Data provided below:
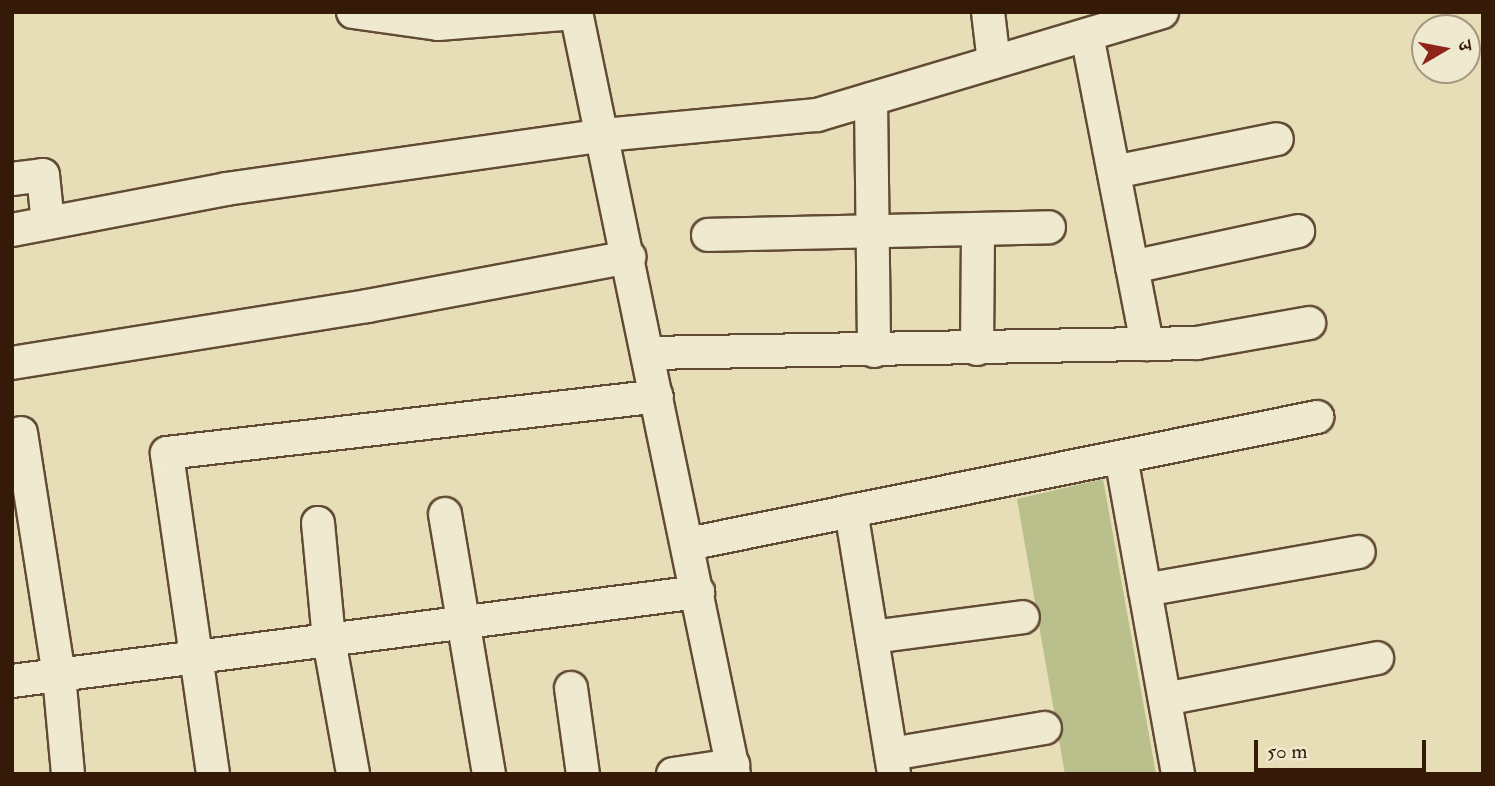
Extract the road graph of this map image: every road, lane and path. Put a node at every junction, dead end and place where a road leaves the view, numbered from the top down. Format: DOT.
graph roads {
  1 [pos="353,12"];
  2 [pos="988,12"];
  3 [pos="1162,12"];
  4 [pos="576,13"];
  5 [pos="1087,35"];
  6 [pos="994,62"];
  7 [pos="871,99"];
  8 [pos="604,135"];
  9 [pos="1277,139"];
  10 [pos="1114,172"];
  11 [pos="12,179"];
  12 [pos="48,223"];
  13 [pos="1049,227"];
  14 [pos="978,229"];
  15 [pos="12,230"];
  16 [pos="871,231"];
  17 [pos="1298,231"];
  18 [pos="708,235"];
  19 [pos="629,257"];
  20 [pos="1132,267"];
  21 [pos="1309,323"];
  22 [pos="1147,344"];
  23 [pos="977,349"];
  24 [pos="874,351"];
  25 [pos="648,353"];
  26 [pos="12,363"];
  27 [pos="657,396"];
  28 [pos="1317,417"];
  29 [pos="21,433"];
  30 [pos="1122,457"];
  31 [pos="851,511"];
  32 [pos="445,514"];
  33 [pos="318,523"];
  34 [pos="688,544"];
  35 [pos="1359,552"];
  36 [pos="1145,590"];
  37 [pos="698,592"];
  38 [pos="1023,617"];
  39 [pos="462,623"];
  40 [pos="872,637"];
  41 [pos="329,640"];
  42 [pos="196,657"];
  43 [pos="1377,658"];
  44 [pos="60,675"];
  45 [pos="12,681"];
  46 [pos="571,688"];
  47 [pos="1165,699"];
  48 [pos="1045,728"];
  49 [pos="893,764"];
  50 [pos="733,769"];
  51 [pos="68,774"];
  52 [pos="213,774"];
  53 [pos="353,774"];
  54 [pos="489,774"];
  55 [pos="583,774"];
  56 [pos="673,774"];
  57 [pos="1178,774"];
  1 -- 4 [label="street"];
  2 -- 6 [label="street"];
  3 -- 5 [label="street"];
  4 -- 8 [label="street"];
  5 -- 6 [label="street"];
  5 -- 10 [label="street"];
  6 -- 7 [label="street"];
  7 -- 8 [label="street"];
  7 -- 16 [label="street"];
  8 -- 12 [label="street"];
  8 -- 19 [label="street"];
  9 -- 10 [label="street"];
  10 -- 20 [label="street"];
  11 -- 12 [label="street"];
  12 -- 15 [label="street"];
  13 -- 14 [label="street"];
  14 -- 16 [label="street"];
  14 -- 23 [label="street"];
  16 -- 18 [label="street"];
  16 -- 24 [label="street"];
  17 -- 20 [label="street"];
  19 -- 25 [label="street"];
  19 -- 26 [label="street"];
  20 -- 22 [label="street"];
  21 -- 22 [label="street"];
  22 -- 23 [label="street"];
  23 -- 24 [label="street"];
  24 -- 25 [label="street"];
  25 -- 27 [label="street"];
  27 -- 34 [label="street"];
  27 -- 42 [label="street"];
  28 -- 30 [label="street"];
  29 -- 44 [label="street"];
  30 -- 31 [label="street"];
  30 -- 36 [label="street"];
  31 -- 34 [label="street"];
  31 -- 40 [label="street"];
  32 -- 39 [label="street"];
  33 -- 41 [label="street"];
  34 -- 37 [label="street"];
  35 -- 36 [label="street"];
  36 -- 47 [label="street"];
  37 -- 39 [label="street"];
  37 -- 50 [label="street"];
  38 -- 40 [label="street"];
  39 -- 41 [label="street"];
  39 -- 54 [label="street"];
  40 -- 49 [label="street"];
  41 -- 42 [label="street"];
  41 -- 53 [label="street"];
  42 -- 44 [label="street"];
  42 -- 52 [label="street"];
  43 -- 47 [label="street"];
  44 -- 45 [label="street"];
  44 -- 51 [label="street"];
  46 -- 55 [label="street"];
  47 -- 57 [label="street"];
  48 -- 49 [label="street"];
  50 -- 56 [label="street"];
}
End of Data provided.
> _Problem requirements_:
All of the material above should be copied exactly, minus the pictures.

> _Written response_:
Extract the road graph of this map image: every road, lane and path. Put a node at every junction, dead end and place where a road leaves the view, numbered from the top down. Format: DOT.
graph roads {
  1 [pos="353,12"];
  2 [pos="988,12"];
  3 [pos="1162,12"];
  4 [pos="576,13"];
  5 [pos="1087,35"];
  6 [pos="994,62"];
  7 [pos="871,99"];
  8 [pos="604,135"];
  9 [pos="1277,139"];
  10 [pos="1114,172"];
  11 [pos="12,179"];
  12 [pos="48,223"];
  13 [pos="1049,227"];
  14 [pos="978,229"];
  15 [pos="12,230"];
  16 [pos="871,231"];
  17 [pos="1298,231"];
  18 [pos="708,235"];
  19 [pos="629,257"];
  20 [pos="1132,267"];
  21 [pos="1309,323"];
  22 [pos="1147,344"];
  23 [pos="977,349"];
  24 [pos="874,351"];
  25 [pos="648,353"];
  26 [pos="12,363"];
  27 [pos="657,396"];
  28 [pos="1317,417"];
  29 [pos="21,433"];
  30 [pos="1122,457"];
  31 [pos="851,511"];
  32 [pos="445,514"];
  33 [pos="318,523"];
  34 [pos="688,544"];
  35 [pos="1359,552"];
  36 [pos="1145,590"];
  37 [pos="698,592"];
  38 [pos="1023,617"];
  39 [pos="462,623"];
  40 [pos="872,637"];
  41 [pos="329,640"];
  42 [pos="196,657"];
  43 [pos="1377,658"];
  44 [pos="60,675"];
  45 [pos="12,681"];
  46 [pos="571,688"];
  47 [pos="1165,699"];
  48 [pos="1045,728"];
  49 [pos="893,764"];
  50 [pos="733,769"];
  51 [pos="68,774"];
  52 [pos="213,774"];
  53 [pos="353,774"];
  54 [pos="489,774"];
  55 [pos="583,774"];
  56 [pos="673,774"];
  57 [pos="1178,774"];
  1 -- 4 [label="street"];
  2 -- 6 [label="street"];
  3 -- 5 [label="street"];
  4 -- 8 [label="street"];
  5 -- 6 [label="street"];
  5 -- 10 [label="street"];
  6 -- 7 [label="street"];
  7 -- 8 [label="street"];
  7 -- 16 [label="street"];
  8 -- 12 [label="street"];
  8 -- 19 [label="street"];
  9 -- 10 [label="street"];
  10 -- 20 [label="street"];
  11 -- 12 [label="street"];
  12 -- 15 [label="street"];
  13 -- 14 [label="street"];
  14 -- 16 [label="street"];
  14 -- 23 [label="street"];
  16 -- 18 [label="street"];
  16 -- 24 [label="street"];
  17 -- 20 [label="street"];
  19 -- 25 [label="street"];
  19 -- 26 [label="street"];
  20 -- 22 [label="street"];
  21 -- 22 [label="street"];
  22 -- 23 [label="street"];
  23 -- 24 [label="street"];
  24 -- 25 [label="street"];
  25 -- 27 [label="street"];
  27 -- 34 [label="street"];
  27 -- 42 [label="street"];
  28 -- 30 [label="street"];
  29 -- 44 [label="street"];
  30 -- 31 [label="street"];
  30 -- 36 [label="street"];
  31 -- 34 [label="street"];
  31 -- 40 [label="street"];
  32 -- 39 [label="street"];
  33 -- 41 [label="street"];
  34 -- 37 [label="street"];
  35 -- 36 [label="street"];
  36 -- 47 [label="street"];
  37 -- 39 [label="street"];
  37 -- 50 [label="street"];
  38 -- 40 [label="street"];
  39 -- 41 [label="street"];
  39 -- 54 [label="street"];
  40 -- 49 [label="street"];
  41 -- 42 [label="street"];
  41 -- 53 [label="street"];
  42 -- 44 [label="street"];
  42 -- 52 [label="street"];
  43 -- 47 [label="street"];
  44 -- 45 [label="street"];
  44 -- 51 [label="street"];
  46 -- 55 [label="street"];
  47 -- 57 [label="street"];
  48 -- 49 [label="street"];
  50 -- 56 [label="street"];
}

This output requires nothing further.